Imelda Marcos will always be remembered for the 3,000 pairs of shoes she collected while her husband, Ferdinand, ruled as dictator of the Philippines. “I did not have three thousand pairs of shoes, I had one thousand and sixty,” she once claimed.
The people of her country, most of them living in poverty, found out about her famous, or rather infamous, shoe collection when opposition forces overthrew the Marcos regime in 1986. When Imelda and her husband fled to Hawaii, she reportedly left behind 1,220 pairs of shoes in the presidential palace.
Some 800 pairs from her collection are displayed at the Marikina Shoe Museum near Manila. Marikina is the capital of the Philippine shoe industry. Imelda’s collection included shoes made by designers such as Gucci, Chanel and Christian Dior.
I once read about someone with twice the number of shoes Marcos owned. The London Daily Mail has published an article stating that best-selling novelist Danielle Steele owns 6,000 pairs of heels designed by Christian Louboutin. The article told how the author flies from New York to Paris and purchases 80 pairs of shoes each time.
After researching various sources, I’ve learned that on average a woman owns between 20 and 30 pairs of shoes, while a man owns four to six pair. I wonder if that includes flip-flops.
Have you ever considered how shoes, or even the phrases about shoes, can teach us spiritual lessons about criticizing others? For instance, there’s the saying that “you really never know someone until you’ve walked a mile in their shoes.” According to the Random House Dictionary of Popular Proverbs and Sayings, that means, “Don’t criticize another person’s work until you’ve tried to do it yourself; don’t judge another person’s life until you’ve been forced to live it.”

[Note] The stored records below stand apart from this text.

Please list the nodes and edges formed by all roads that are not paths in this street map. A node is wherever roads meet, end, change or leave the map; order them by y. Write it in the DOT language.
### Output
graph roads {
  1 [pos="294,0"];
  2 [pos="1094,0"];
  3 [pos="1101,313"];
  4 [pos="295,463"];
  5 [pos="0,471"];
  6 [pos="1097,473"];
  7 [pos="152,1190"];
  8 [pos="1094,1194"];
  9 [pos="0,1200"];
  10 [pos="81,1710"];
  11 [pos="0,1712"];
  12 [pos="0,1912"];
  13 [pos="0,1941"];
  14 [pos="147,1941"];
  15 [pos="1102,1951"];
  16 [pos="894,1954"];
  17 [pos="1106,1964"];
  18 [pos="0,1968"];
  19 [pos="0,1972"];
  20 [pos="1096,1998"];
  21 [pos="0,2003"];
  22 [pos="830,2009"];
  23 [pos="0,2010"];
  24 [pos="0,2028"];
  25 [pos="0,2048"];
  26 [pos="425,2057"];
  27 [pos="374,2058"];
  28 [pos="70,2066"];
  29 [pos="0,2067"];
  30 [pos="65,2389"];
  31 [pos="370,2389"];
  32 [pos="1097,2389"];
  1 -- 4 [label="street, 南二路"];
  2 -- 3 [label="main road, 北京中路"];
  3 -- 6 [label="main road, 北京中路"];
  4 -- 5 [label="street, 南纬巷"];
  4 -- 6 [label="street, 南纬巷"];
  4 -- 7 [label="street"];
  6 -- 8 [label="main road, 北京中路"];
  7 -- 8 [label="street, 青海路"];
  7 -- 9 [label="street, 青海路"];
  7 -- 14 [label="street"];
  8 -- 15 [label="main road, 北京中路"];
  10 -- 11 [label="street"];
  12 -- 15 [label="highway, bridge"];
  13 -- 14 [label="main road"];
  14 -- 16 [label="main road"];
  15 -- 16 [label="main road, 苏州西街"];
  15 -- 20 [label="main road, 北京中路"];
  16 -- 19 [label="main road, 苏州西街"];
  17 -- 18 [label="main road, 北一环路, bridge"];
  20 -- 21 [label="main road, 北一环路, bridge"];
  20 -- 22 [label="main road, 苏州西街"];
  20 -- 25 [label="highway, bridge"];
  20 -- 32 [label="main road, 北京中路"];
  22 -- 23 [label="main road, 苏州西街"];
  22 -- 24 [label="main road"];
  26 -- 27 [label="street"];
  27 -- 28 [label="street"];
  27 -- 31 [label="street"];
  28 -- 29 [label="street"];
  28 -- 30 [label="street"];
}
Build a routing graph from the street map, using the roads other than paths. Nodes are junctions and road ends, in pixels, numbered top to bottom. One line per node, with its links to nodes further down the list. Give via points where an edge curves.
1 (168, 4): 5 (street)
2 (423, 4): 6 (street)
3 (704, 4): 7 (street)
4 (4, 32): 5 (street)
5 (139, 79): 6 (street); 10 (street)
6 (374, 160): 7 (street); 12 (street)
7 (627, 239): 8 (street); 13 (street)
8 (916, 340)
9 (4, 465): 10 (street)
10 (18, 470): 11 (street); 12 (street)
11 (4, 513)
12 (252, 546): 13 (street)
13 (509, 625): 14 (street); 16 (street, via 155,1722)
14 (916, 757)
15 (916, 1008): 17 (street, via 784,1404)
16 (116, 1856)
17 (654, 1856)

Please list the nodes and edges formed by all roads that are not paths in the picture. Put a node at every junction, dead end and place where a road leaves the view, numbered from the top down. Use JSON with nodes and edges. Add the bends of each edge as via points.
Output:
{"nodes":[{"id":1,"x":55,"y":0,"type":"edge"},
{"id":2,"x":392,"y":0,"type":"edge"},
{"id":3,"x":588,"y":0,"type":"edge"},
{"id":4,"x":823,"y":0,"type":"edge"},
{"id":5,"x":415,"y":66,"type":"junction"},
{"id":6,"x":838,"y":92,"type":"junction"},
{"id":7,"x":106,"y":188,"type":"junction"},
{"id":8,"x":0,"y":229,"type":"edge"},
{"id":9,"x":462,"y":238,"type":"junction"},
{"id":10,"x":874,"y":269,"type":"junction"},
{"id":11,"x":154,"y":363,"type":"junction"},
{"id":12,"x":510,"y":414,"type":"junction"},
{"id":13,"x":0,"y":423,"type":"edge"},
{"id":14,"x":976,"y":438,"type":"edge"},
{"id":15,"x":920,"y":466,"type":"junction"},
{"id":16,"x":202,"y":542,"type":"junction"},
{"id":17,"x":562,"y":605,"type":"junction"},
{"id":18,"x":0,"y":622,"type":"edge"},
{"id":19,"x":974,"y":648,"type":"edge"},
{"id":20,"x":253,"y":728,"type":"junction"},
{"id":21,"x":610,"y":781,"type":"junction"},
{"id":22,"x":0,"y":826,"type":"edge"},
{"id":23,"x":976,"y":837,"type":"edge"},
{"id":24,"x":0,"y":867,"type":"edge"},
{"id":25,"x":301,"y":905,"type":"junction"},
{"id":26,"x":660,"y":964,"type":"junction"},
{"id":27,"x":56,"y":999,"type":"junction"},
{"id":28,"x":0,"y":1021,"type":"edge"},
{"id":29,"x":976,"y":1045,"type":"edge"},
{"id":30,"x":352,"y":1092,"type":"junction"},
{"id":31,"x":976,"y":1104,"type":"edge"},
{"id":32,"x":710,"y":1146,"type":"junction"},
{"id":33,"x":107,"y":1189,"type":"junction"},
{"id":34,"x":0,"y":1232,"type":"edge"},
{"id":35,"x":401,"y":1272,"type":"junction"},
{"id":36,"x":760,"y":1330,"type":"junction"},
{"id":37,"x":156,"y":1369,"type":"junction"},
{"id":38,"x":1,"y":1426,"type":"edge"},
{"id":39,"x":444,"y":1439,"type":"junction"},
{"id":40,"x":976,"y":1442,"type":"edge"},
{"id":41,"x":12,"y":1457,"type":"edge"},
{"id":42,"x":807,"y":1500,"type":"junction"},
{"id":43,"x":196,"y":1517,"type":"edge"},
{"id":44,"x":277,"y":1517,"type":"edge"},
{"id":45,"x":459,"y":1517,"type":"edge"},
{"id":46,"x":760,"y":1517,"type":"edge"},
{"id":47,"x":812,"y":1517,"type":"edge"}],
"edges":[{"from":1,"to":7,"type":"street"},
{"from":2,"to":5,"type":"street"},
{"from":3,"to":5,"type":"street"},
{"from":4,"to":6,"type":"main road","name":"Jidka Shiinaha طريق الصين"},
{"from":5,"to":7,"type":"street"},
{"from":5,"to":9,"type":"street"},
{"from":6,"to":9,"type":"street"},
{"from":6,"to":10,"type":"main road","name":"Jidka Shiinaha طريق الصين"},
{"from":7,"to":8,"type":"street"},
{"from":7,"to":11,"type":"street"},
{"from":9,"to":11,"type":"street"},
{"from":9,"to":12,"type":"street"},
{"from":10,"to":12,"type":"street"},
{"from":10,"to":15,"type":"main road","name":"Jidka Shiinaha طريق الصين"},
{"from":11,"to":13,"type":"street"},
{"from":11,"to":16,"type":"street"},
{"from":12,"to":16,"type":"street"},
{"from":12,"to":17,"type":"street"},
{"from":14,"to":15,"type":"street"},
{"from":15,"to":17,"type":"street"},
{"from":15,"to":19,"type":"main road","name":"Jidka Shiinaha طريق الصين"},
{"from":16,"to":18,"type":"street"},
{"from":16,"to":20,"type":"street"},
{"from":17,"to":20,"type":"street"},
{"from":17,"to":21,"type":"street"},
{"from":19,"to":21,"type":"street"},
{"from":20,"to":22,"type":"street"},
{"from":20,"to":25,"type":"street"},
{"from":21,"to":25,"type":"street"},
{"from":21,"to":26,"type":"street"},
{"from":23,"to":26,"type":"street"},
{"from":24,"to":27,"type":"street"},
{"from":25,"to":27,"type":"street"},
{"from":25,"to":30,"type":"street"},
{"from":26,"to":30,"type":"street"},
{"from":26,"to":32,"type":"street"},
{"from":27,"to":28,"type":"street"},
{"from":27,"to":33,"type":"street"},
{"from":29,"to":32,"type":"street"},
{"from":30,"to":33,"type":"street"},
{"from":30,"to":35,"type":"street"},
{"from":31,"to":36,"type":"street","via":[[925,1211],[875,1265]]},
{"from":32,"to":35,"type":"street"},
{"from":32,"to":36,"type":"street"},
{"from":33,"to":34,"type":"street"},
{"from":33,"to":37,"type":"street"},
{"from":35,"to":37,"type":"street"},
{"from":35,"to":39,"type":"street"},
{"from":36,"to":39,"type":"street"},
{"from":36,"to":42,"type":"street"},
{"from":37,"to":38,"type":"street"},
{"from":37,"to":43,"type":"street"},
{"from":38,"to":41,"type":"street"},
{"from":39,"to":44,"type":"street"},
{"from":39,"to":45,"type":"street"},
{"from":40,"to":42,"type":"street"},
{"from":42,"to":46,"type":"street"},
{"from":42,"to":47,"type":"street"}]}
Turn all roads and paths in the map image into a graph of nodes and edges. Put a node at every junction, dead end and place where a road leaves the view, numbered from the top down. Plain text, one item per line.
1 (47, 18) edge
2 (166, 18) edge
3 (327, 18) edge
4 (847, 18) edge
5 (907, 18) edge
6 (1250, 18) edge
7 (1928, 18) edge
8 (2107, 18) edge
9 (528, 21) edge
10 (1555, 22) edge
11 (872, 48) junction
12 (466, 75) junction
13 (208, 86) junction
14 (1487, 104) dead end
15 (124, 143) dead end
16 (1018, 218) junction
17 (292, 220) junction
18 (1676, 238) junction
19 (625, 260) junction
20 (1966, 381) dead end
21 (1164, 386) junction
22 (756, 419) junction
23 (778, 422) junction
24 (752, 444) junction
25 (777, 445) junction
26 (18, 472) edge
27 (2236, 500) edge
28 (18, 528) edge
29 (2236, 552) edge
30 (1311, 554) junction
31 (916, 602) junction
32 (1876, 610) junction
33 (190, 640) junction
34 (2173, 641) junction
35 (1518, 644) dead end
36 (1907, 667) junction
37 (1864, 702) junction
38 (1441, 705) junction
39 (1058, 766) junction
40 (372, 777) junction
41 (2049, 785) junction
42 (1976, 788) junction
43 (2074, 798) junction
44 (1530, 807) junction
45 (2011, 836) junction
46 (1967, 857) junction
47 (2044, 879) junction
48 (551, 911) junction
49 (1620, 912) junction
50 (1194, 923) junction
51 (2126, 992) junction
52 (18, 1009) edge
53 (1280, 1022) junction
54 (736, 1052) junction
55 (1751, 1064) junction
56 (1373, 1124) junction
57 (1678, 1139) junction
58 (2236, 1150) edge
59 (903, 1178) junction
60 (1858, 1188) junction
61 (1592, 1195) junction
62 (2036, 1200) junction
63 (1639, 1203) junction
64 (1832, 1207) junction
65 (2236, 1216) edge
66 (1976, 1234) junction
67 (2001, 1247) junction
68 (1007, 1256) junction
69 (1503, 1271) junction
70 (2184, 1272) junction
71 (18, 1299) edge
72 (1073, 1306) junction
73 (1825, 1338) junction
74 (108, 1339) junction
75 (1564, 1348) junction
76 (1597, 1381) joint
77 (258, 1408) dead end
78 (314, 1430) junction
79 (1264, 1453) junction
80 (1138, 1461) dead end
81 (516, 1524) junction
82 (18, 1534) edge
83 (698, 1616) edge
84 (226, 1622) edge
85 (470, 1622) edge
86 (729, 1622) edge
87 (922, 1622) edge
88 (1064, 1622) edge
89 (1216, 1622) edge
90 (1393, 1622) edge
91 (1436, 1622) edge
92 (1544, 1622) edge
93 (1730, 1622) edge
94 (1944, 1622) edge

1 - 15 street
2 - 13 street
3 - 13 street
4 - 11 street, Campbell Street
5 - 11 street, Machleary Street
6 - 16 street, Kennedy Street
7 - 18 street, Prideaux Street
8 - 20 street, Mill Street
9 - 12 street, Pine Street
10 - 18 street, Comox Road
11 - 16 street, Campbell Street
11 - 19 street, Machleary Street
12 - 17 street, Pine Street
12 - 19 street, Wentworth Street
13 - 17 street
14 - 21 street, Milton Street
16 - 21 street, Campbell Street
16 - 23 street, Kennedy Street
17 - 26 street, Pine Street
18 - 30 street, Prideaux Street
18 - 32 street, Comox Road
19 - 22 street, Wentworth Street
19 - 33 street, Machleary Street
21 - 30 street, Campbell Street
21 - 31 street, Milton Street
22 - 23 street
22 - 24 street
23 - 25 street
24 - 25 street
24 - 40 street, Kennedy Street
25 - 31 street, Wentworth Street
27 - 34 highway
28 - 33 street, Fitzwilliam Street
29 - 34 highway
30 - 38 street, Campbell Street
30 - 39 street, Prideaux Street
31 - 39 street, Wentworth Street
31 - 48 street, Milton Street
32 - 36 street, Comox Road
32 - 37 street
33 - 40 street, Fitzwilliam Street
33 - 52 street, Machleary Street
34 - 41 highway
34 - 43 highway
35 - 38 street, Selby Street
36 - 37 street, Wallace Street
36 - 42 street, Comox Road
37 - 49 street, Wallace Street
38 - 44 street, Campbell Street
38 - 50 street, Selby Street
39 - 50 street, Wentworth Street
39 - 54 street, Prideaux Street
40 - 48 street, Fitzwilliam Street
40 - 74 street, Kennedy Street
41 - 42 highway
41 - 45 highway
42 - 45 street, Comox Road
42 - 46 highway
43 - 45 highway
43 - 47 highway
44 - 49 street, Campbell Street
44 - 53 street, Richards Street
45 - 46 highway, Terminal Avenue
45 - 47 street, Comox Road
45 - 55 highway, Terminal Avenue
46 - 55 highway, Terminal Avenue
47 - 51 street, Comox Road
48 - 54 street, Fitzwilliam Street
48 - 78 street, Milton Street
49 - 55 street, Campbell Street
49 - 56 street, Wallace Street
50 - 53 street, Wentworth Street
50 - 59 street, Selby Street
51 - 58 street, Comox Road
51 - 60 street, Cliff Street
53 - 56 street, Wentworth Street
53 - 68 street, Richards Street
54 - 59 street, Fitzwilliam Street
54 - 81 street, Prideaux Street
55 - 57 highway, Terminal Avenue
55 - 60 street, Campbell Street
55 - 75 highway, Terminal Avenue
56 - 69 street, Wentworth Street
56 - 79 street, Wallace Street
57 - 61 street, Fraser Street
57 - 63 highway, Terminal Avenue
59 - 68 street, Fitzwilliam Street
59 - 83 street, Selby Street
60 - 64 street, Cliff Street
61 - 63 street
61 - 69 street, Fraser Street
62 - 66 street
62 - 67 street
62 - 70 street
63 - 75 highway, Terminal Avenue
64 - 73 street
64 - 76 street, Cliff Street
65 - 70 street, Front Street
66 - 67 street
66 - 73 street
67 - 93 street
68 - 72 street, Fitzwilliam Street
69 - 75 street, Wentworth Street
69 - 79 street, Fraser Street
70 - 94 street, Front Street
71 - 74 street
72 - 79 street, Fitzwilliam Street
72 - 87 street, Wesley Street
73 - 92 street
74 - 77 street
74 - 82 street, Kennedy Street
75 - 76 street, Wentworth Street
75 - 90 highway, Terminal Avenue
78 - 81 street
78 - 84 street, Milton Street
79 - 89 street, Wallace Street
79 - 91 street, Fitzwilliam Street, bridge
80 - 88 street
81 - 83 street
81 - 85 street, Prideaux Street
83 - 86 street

When “the shoe is on the other foot,” you’re experiencing a particular situation from the other person’s point of view. Interestingly enough, I’ve read that before the 19th century, shoes and boots were made to be worn on either foot. When shoes are made specifically for the left and right feet, it becomes uncomfortable to put the shoe on the wrong foot. When the shoe is on the other foot, it should make us uncomfortable.
Theologian Charles Spurgeon once said, “ A lie can travel half way around the world while the truth is putting on its shoes.” If a person is anxious or worried, he or she may be “waiting for the other shoe to drop.” When a talented individual resigns from a job, it’s sometimes said, “They left big shoes to fill.”
Jesus tells us, “Judge not, and you shall not be judged. Condemn not, and you shall not be condemned. Forgive, and you will be forgiven,” for you will be measured the same way you measure others (Luke 6:37).
It’s the tongue that often causes a person to put their foot in their mouth and makes one feel like a heel. Whatever you dislike in another person, be sure to correct in yourself. In other words, if the shoe fits, you should wear it.